Practice obit

Star “Do Not Ever Call Me Starlita” Friend died recently after tripping over a laptop cord that had been plugged into the wall by a student who claimed he needed to charge the laptop, but really just wanted to move so he could sit next to his friend and watch TikTok.

It was on the same day that she had planned to have her class read speculative fiction on thepretentiouspedant.com, but the website was blocked by filtering software installed by the school district.

Star made a few friends and many enemies throughout her working years, which began in a nursing home when she was 14. Once, she was called stupid by an elderly schizophrenic because she didn’t know how to make coffee.

But what she lacked in talent, she made up for with hard work. Star eventually learned to make coffee, type obituaries, and take medicine in capsule form. Sadly, she was never able to connect a television to a VCR or DVD player, and as a result, her students missed many opportunities to enrich their understanding of literature through film. 

She married Daniel Friend in 2002, as much for his technical skills as for the fact that he knew how to say “the horse is dead” in French. Because of his expertise, they were able to keep a Frigidaire Compact 30 oven working for 40-some years. Although she had been known to threaten, “either this oven goes, or I do,” the oven did indeed survive her.

In her years as a newspaper writer, Star wrote about food, but she was never a foodie. After offering to pay her children to eat vegetables, only to be disappointed when one almost gagged on a tomato, she declared herself the queen of processed food. Though her friends ate organic salad from glass bowls at lunch, she mostly survived on Nutella Uncrustables and Cheetos.  

Pastries were her passion. She believed the flourless chocolate torte was the greatest invention of all time. 

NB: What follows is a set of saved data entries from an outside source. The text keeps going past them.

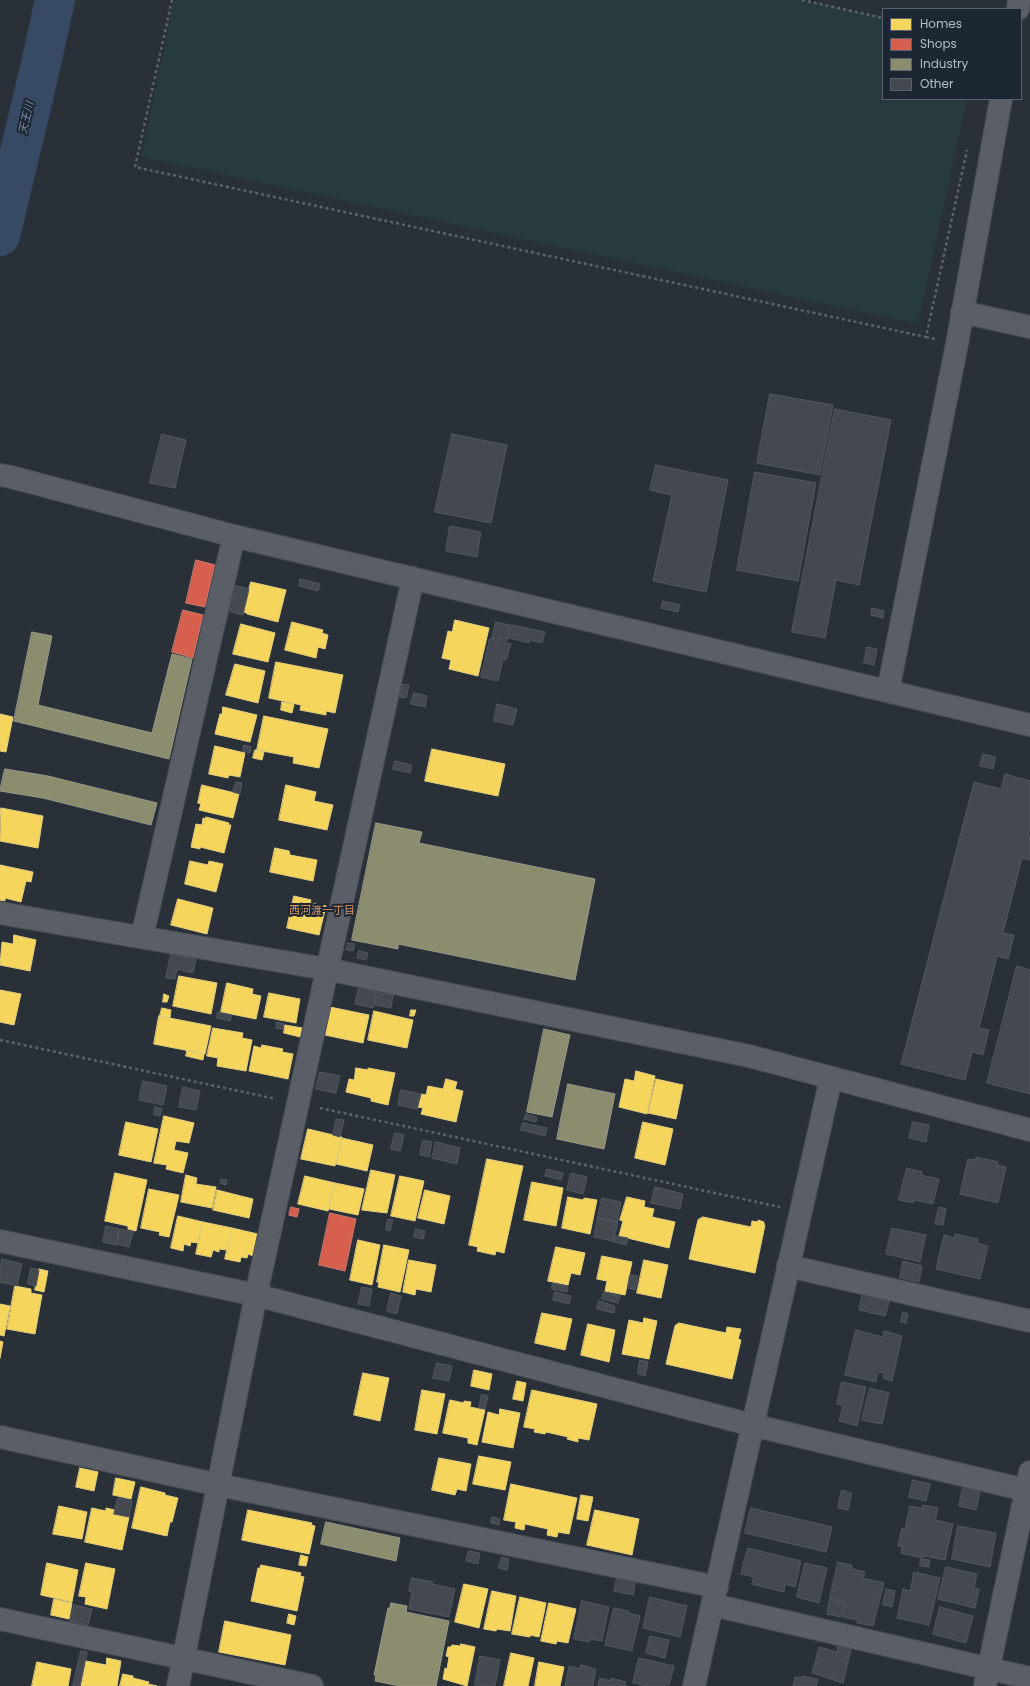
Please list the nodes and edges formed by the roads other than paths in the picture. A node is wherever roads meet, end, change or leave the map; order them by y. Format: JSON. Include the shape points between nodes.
{"nodes":[{"id":1,"x":1001,"y":100,"type":"edge"},
{"id":2,"x":962,"y":312,"type":"junction"},
{"id":3,"x":1030,"y":327,"type":"edge"},
{"id":4,"x":6,"y":476,"type":"edge"},
{"id":5,"x":234,"y":536,"type":"junction"},
{"id":6,"x":413,"y":578,"type":"junction"},
{"id":7,"x":888,"y":691,"type":"junction"},
{"id":8,"x":1030,"y":725,"type":"edge"},
{"id":9,"x":0,"y":913,"type":"edge"},
{"id":10,"x":142,"y":937,"type":"junction"},
{"id":11,"x":326,"y":969,"type":"junction"},
{"id":12,"x":831,"y":1078,"type":"junction"},
{"id":13,"x":1030,"y":1130,"type":"edge"},
{"id":14,"x":0,"y":1241,"type":"edge"},
{"id":15,"x":788,"y":1266,"type":"junction"},
{"id":16,"x":256,"y":1295,"type":"junction"},
{"id":17,"x":1030,"y":1321,"type":"edge"},
{"id":18,"x":752,"y":1425,"type":"junction"},
{"id":19,"x":0,"y":1437,"type":"edge"},
{"id":20,"x":219,"y":1485,"type":"junction"},
{"id":21,"x":1029,"y":1485,"type":"edge"},
{"id":22,"x":715,"y":1596,"type":"junction"},
{"id":23,"x":0,"y":1619,"type":"edge"},
{"id":24,"x":184,"y":1658,"type":"junction"},
{"id":25,"x":987,"y":1677,"type":"edge"},
{"id":26,"x":1030,"y":1678,"type":"edge"},
{"id":27,"x":178,"y":1686,"type":"edge"},
{"id":28,"x":312,"y":1686,"type":"edge"},
{"id":29,"x":694,"y":1686,"type":"edge"}],
"edges":[{"from":1,"to":2,"type":"street"},
{"from":2,"to":3,"type":"street"},
{"from":2,"to":7,"type":"street"},
{"from":4,"to":5,"type":"street"},
{"from":5,"to":6,"type":"street"},
{"from":5,"to":10,"type":"street"},
{"from":6,"to":7,"type":"street"},
{"from":6,"to":11,"type":"street"},
{"from":7,"to":8,"type":"street"},
{"from":9,"to":10,"type":"street"},
{"from":10,"to":11,"type":"street"},
{"from":11,"to":12,"type":"street","via":[[749,1056]]},
{"from":11,"to":16,"type":"street"},
{"from":12,"to":13,"type":"street"},
{"from":12,"to":15,"type":"street"},
{"from":14,"to":16,"type":"street"},
{"from":15,"to":17,"type":"street"},
{"from":15,"to":18,"type":"street"},
{"from":16,"to":18,"type":"street"},
{"from":16,"to":20,"type":"street"},
{"from":18,"to":21,"type":"street"},
{"from":18,"to":22,"type":"street"},
{"from":19,"to":20,"type":"street"},
{"from":20,"to":22,"type":"street"},
{"from":20,"to":24,"type":"street"},
{"from":21,"to":25,"type":"street"},
{"from":22,"to":25,"type":"street"},
{"from":22,"to":29,"type":"street"},
{"from":23,"to":24,"type":"street"},
{"from":24,"to":27,"type":"street"},
{"from":24,"to":28,"type":"street"},
{"from":25,"to":26,"type":"street"}]}
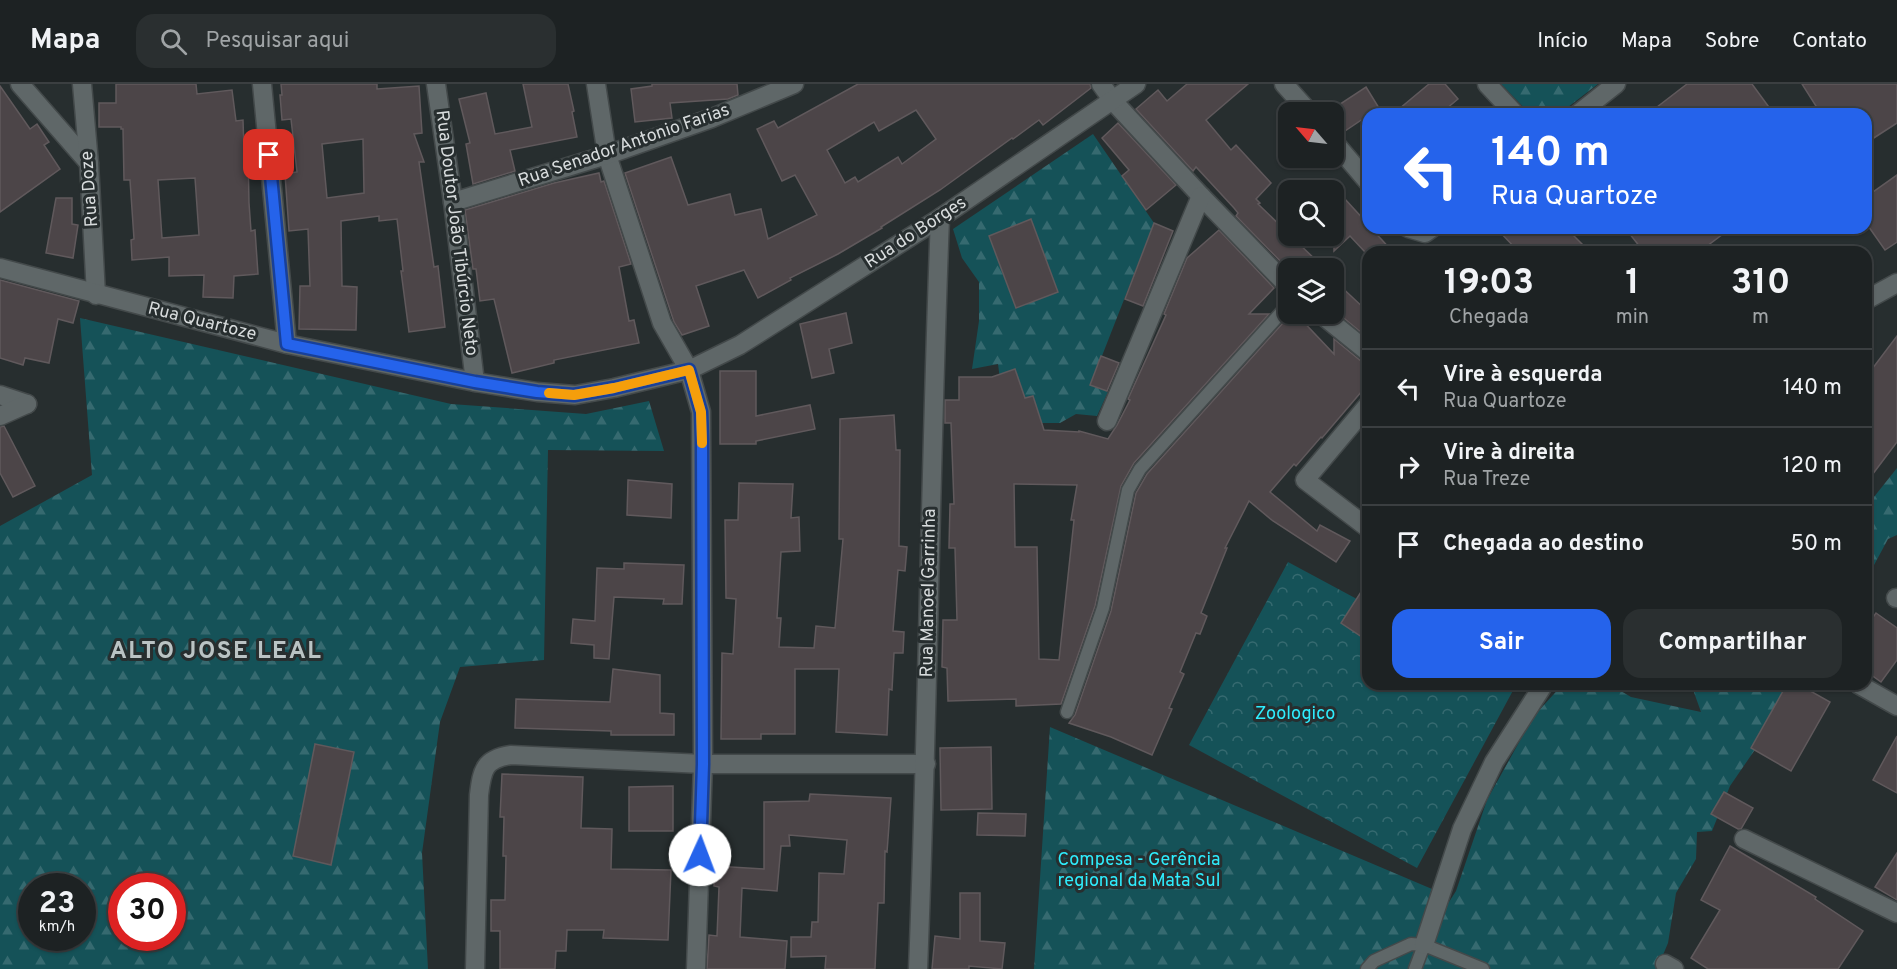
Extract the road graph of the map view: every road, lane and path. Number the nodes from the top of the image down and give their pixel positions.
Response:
1 (20, 84) edge
2 (82, 84) edge
3 (262, 84) edge
4 (436, 84) edge
5 (596, 84) edge
6 (794, 84) edge
7 (1101, 84) edge
8 (1136, 84) edge
9 (1284, 84) edge
10 (1487, 84) edge
11 (1616, 84) edge
12 (1113, 101) junction
13 (1299, 102) edge
14 (1509, 108) edge
15 (1586, 108) edge
16 (1344, 154) edge
17 (607, 155) junction
18 (89, 163) junction
19 (1362, 175) edge
20 (1201, 196) junction
21 (453, 202) junction
22 (940, 218) junction
23 (0, 268) edge
24 (1278, 276) edge
25 (1897, 283) edge
26 (96, 294) junction
27 (1872, 297) edge
28 (1278, 316) edge
29 (1333, 324) edge
30 (287, 344) junction
31 (1362, 347) edge
32 (689, 370) junction
33 (475, 382) junction
34 (0, 394) edge
35 (1362, 412) edge
36 (0, 416) edge
37 (1107, 422) dead end
38 (1362, 523) edge
39 (1540, 690) edge
40 (1869, 690) edge
41 (1897, 706) edge
42 (1067, 712) dead end
43 (703, 764) junction
44 (926, 764) junction
45 (1744, 839) dead end
46 (1897, 913) edge
47 (1424, 945) junction
48 (474, 969) edge
49 (696, 969) edge
50 (918, 969) edge
51 (1367, 969) edge
52 (1415, 969) edge
53 (1483, 969) edge

1 - 18 street
2 - 18 street, Rua Doze
3 - 30 street
4 - 21 street, Rua Doutor João Tibúrcio Neto
5 - 17 street
6 - 17 street, Rua Senador Antonio Farias
7 - 12 street
8 - 12 street, Rua do Borges
9 - 13 street
10 - 14 street
11 - 15 street
12 - 20 street
12 - 22 street, Rua do Borges
16 - 19 street
17 - 21 street, Rua Senador Antonio Farias
17 - 32 street
18 - 26 street, Rua Doze
20 - 24 street
20 - 37 street
21 - 33 street, Rua Doutor João Tibúrcio Neto
22 - 32 street, Rua do Borges
22 - 44 street, Rua Manoel Garrinha
23 - 26 street, Rua Quartoze
25 - 27 street
26 - 30 street, Rua Quartoze
28 - 42 lane
29 - 31 street
30 - 33 street, Rua Quartoze
32 - 33 street, Rua Quartoze
32 - 43 street
34 - 36 street
35 - 38 street
39 - 47 street
40 - 41 street
43 - 44 street
43 - 48 street
43 - 49 street
44 - 50 street, Rua Manoel Garrinha
45 - 46 street
47 - 51 lane
47 - 52 lane
47 - 53 lane

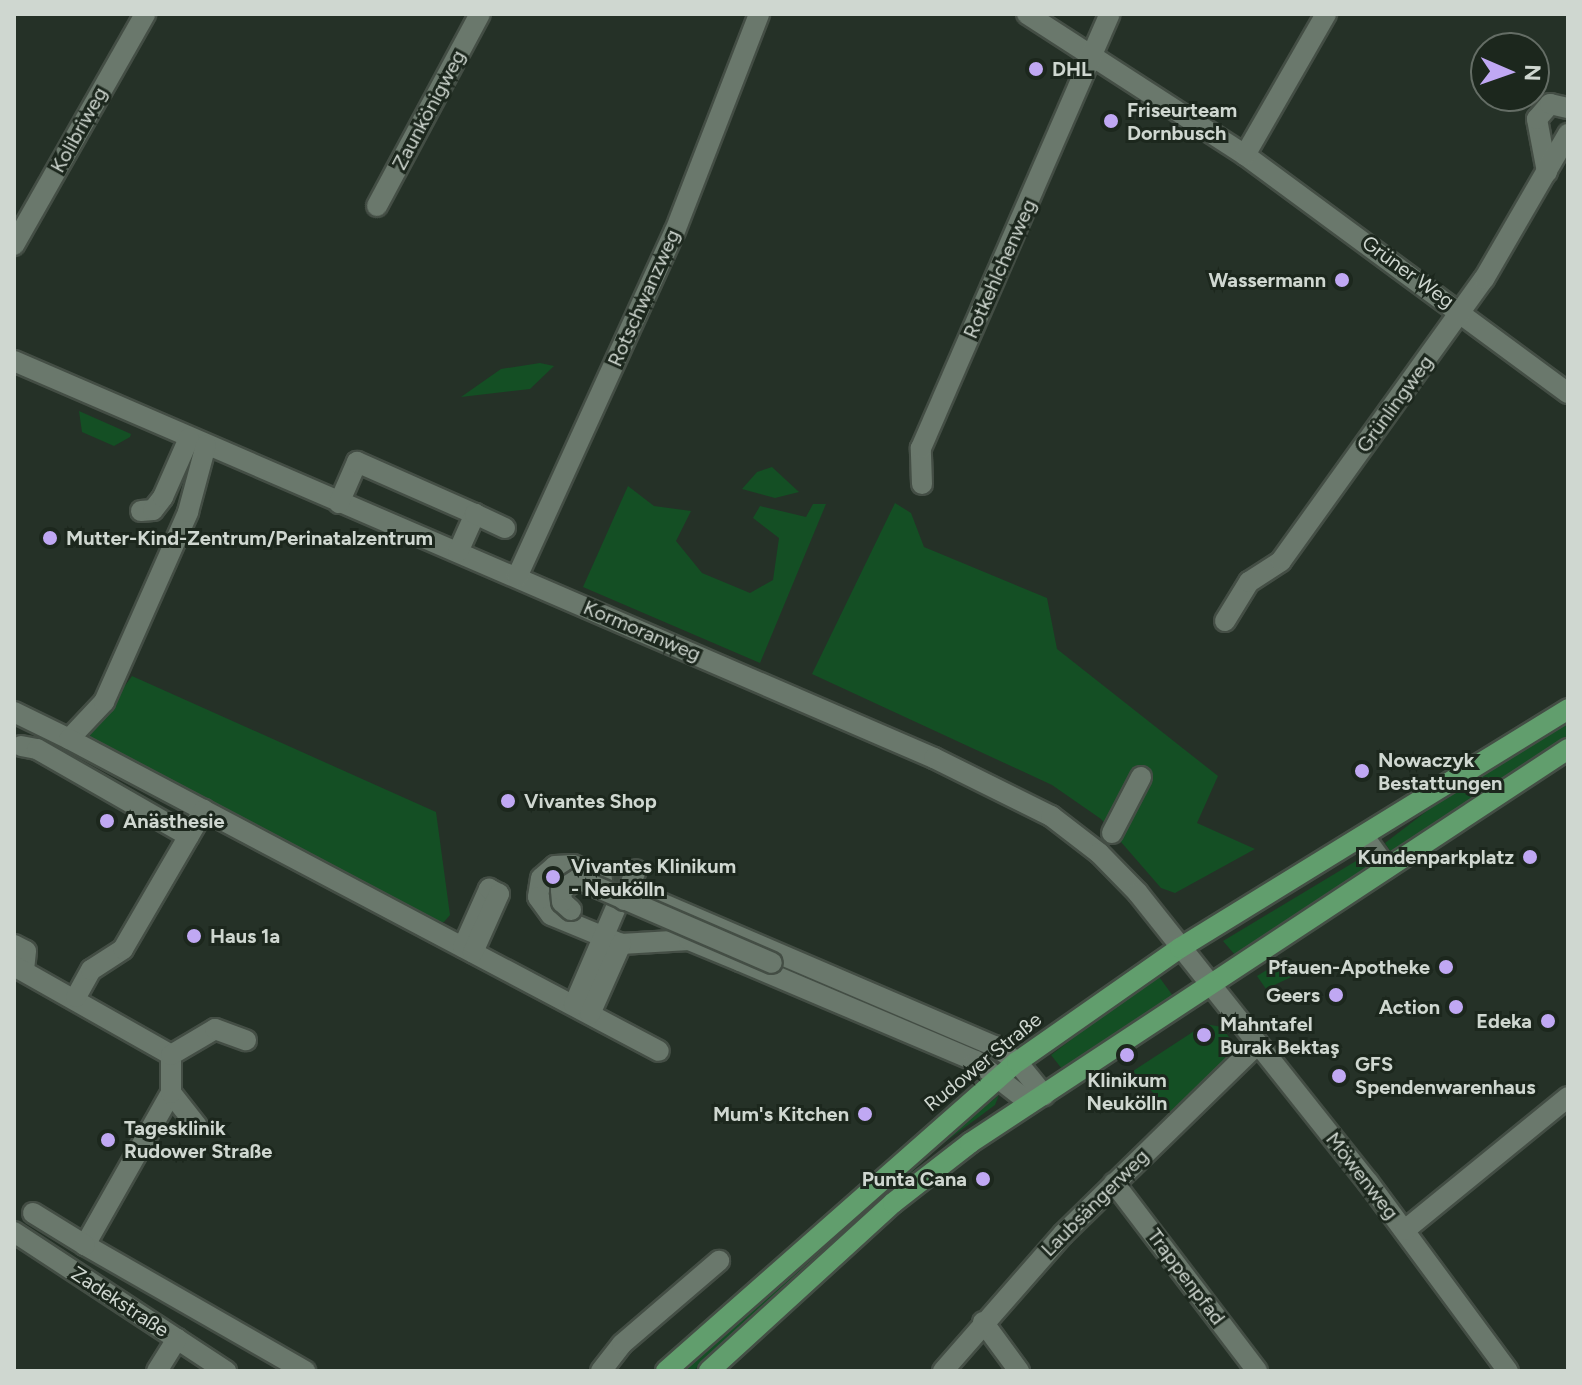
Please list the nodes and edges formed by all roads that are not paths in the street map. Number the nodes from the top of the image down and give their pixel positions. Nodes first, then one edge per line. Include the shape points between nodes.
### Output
1 (145, 14) edge
2 (480, 14) edge
3 (759, 14) edge
4 (1027, 14) edge
5 (1110, 14) edge
6 (1326, 14) edge
7 (1093, 57) junction
8 (1568, 108) edge
9 (1568, 134) edge
10 (1245, 155) junction
11 (1547, 172) junction
12 (377, 206) dead end
13 (14, 245) edge
14 (1461, 310) junction
15 (14, 361) edge
16 (1568, 393) edge
17 (197, 442) junction
18 (922, 484) dead end
19 (339, 503) junction
20 (141, 511) dead end
21 (475, 514) junction
22 (505, 528) dead end
23 (458, 552) junction
24 (517, 577) junction
25 (1225, 621) dead end
26 (1568, 709) edge
27 (14, 712) edge
28 (34, 723) junction
29 (69, 739) junction
30 (1568, 749) edge
31 (17, 752) edge
32 (105, 758) junction
33 (1141, 777) dead end
34 (92, 780) junction
35 (204, 810) junction
36 (1112, 833) dead end
37 (189, 836) junction
38 (1365, 838) junction
39 (1387, 868) junction
40 (636, 870) dead end
41 (602, 879) tunnel mouth
42 (656, 901) tunnel mouth
43 (620, 902) junction
44 (610, 935) junction
45 (14, 945) edge
46 (1180, 948) junction
47 (19, 968) edge
48 (819, 971) junction
49 (1210, 985) junction
50 (76, 997) junction
51 (582, 1010) junction
52 (246, 1040) dead end
53 (1258, 1044) junction
54 (659, 1051) dead end
55 (171, 1055) junction
56 (1017, 1062) junction
57 (999, 1076) junction
58 (171, 1093) junction
59 (1568, 1097) edge
60 (1037, 1099) junction
61 (197, 1126) dead end
62 (1114, 1183) junction
63 (33, 1213) dead end
64 (1405, 1230) junction
65 (14, 1232) edge
66 (85, 1245) junction
67 (719, 1261) dead end
68 (983, 1322) junction
69 (177, 1339) junction
70 (157, 1371) edge
71 (226, 1371) edge
72 (305, 1371) edge
73 (601, 1371) edge
74 (666, 1371) edge
75 (709, 1371) edge
76 (943, 1371) edge
77 (1019, 1371) edge
78 (1257, 1371) edge
79 (1508, 1371) edge

1 - 13 street, Kolibriweg
2 - 12 street, Zaunkönigweg
3 - 24 street, Rotschwanzweg via 675,231
4 - 7 street, Grüner Weg
5 - 7 street, Rotkehlchenweg
6 - 10 street
7 - 10 street, Grüner Weg
7 - 18 street, Rotkehlchenweg via 921,448
8 - 11 street via 1550,104 1537,119
9 - 11 street, Grünlingweg
10 - 14 street, Grüner Weg
11 - 14 street, Grünlingweg
14 - 16 street, Grüner Weg
14 - 25 street, Grünlingweg via 1281,561 1249,582
15 - 17 street, Kormoranweg
17 - 19 street, Kormoranweg
17 - 20 street via 153,510
17 - 29 street via 188,512 104,702
19 - 21 street via 357,462
19 - 23 street, Kormoranweg
21 - 22 street
21 - 23 street
23 - 24 street, Kormoranweg
24 - 46 street, Kormoranweg via 1013,793 1099,853
26 - 38 main road, Rudower Straße
27 - 28 street
28 - 29 street
28 - 31 street
29 - 32 street
30 - 39 main road
31 - 34 street via 37,749
32 - 34 street
32 - 35 street
33 - 36 street
34 - 37 street
35 - 37 street
35 - 51 street
37 - 50 street via 123,949 91,970
38 - 39 street
38 - 46 main road, Rudower Straße
39 - 49 main road
40 - 43 street, bridge
41 - 44 street via 564,864 546,872 538,891 551,915
42 - 48 street
43 - 44 street
43 - 44 street, bridge via 573,880 560,895 571,910
43 - 48 street, bridge via 772,963
44 - 51 street
44 - 57 street via 643,942 689,940 967,1057
45 - 47 street via 26,951
46 - 49 street, Kormoranweg
46 - 56 main road, Rudower Straße
47 - 50 street
48 - 56 street via 995,1046
49 - 53 street, Möwenweg
49 - 60 main road
50 - 55 street
51 - 54 street
52 - 55 street via 215,1029
53 - 62 street, Laubsängerweg
53 - 64 street, Möwenweg
55 - 58 street
56 - 57 main road, Rudower Straße
56 - 60 street
57 - 60 street
57 - 74 main road, Rudower Straße
58 - 61 street
58 - 66 street
59 - 64 street
60 - 75 main road via 893,1203
62 - 68 street, Laubsängerweg
62 - 78 street, Trappenpfad
63 - 66 street
64 - 79 street, Möwenweg
65 - 69 street, Zadekstraße
66 - 72 street
67 - 73 street via 622,1344
68 - 76 street, Laubsängerweg
68 - 77 street
69 - 70 street
69 - 71 street, Zadekstraße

One of her many enemies was a student who became enraged when she refused to publish a humor piece he wrote titled “Minnie’s Chocolate Pie,” in a class anthology because it contained offensive language. Even though she never used the story, she kept it, and years later prepared the pie herself at home, omitting shit from the recipe. The pie was a success. At least, she didn’t have to pay anyone to eat it.